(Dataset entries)
◆ ◆ ◆

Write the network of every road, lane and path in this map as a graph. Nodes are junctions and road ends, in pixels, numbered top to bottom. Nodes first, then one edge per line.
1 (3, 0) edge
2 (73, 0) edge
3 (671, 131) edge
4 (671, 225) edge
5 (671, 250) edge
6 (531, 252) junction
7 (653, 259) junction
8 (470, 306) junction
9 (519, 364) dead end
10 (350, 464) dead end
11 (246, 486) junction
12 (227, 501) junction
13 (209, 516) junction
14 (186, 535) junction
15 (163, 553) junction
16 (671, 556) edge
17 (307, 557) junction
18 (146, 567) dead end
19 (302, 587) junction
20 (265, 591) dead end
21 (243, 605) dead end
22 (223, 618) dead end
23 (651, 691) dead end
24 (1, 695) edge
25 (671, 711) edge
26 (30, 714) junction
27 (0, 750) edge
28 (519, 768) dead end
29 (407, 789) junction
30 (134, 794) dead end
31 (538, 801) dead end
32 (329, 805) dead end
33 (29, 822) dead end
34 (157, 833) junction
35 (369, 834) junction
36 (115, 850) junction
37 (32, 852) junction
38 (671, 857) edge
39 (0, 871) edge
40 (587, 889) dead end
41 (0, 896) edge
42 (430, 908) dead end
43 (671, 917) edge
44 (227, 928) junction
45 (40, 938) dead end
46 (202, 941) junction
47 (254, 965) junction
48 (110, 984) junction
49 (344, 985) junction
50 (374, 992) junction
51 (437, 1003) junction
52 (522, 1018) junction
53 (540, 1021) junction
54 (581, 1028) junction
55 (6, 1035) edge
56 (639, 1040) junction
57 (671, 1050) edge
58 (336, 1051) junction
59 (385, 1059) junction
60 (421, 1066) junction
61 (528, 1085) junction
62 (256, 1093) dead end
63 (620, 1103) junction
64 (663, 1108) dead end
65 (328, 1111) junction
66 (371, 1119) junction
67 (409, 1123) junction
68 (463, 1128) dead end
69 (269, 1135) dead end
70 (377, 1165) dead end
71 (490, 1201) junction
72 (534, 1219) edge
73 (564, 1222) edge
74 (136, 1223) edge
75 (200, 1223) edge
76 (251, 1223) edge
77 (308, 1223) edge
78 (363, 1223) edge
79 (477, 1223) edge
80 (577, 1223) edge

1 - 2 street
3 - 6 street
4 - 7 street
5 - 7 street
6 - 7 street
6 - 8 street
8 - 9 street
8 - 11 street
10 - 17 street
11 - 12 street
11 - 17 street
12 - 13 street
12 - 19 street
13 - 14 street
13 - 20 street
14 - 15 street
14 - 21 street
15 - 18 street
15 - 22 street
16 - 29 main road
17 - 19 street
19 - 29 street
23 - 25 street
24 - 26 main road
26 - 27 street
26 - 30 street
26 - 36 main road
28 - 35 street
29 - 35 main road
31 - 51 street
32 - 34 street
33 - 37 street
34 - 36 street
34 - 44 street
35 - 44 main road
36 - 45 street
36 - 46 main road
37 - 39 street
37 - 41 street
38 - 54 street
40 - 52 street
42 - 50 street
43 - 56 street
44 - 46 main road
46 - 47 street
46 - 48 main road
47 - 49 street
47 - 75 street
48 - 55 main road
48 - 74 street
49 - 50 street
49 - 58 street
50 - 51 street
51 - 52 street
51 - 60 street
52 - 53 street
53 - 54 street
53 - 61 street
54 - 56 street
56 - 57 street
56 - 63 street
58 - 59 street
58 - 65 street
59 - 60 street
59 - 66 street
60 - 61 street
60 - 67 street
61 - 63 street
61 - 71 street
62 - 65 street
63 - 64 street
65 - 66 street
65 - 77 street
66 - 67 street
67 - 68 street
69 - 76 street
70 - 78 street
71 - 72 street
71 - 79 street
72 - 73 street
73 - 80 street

◆ ◆ ◆

> **Assigned task**: In the records above, find each line with the string "road" and list it.

> **Reply**:
Write the network of every road, lane and path in this map as a graph. Nodes are junctions and road ends, in pixels, numbered top to bottom. Nodes first, then one edge per line.
16 - 29 main road
24 - 26 main road
26 - 36 main road
29 - 35 main road
35 - 44 main road
36 - 46 main road
44 - 46 main road
46 - 48 main road
48 - 55 main road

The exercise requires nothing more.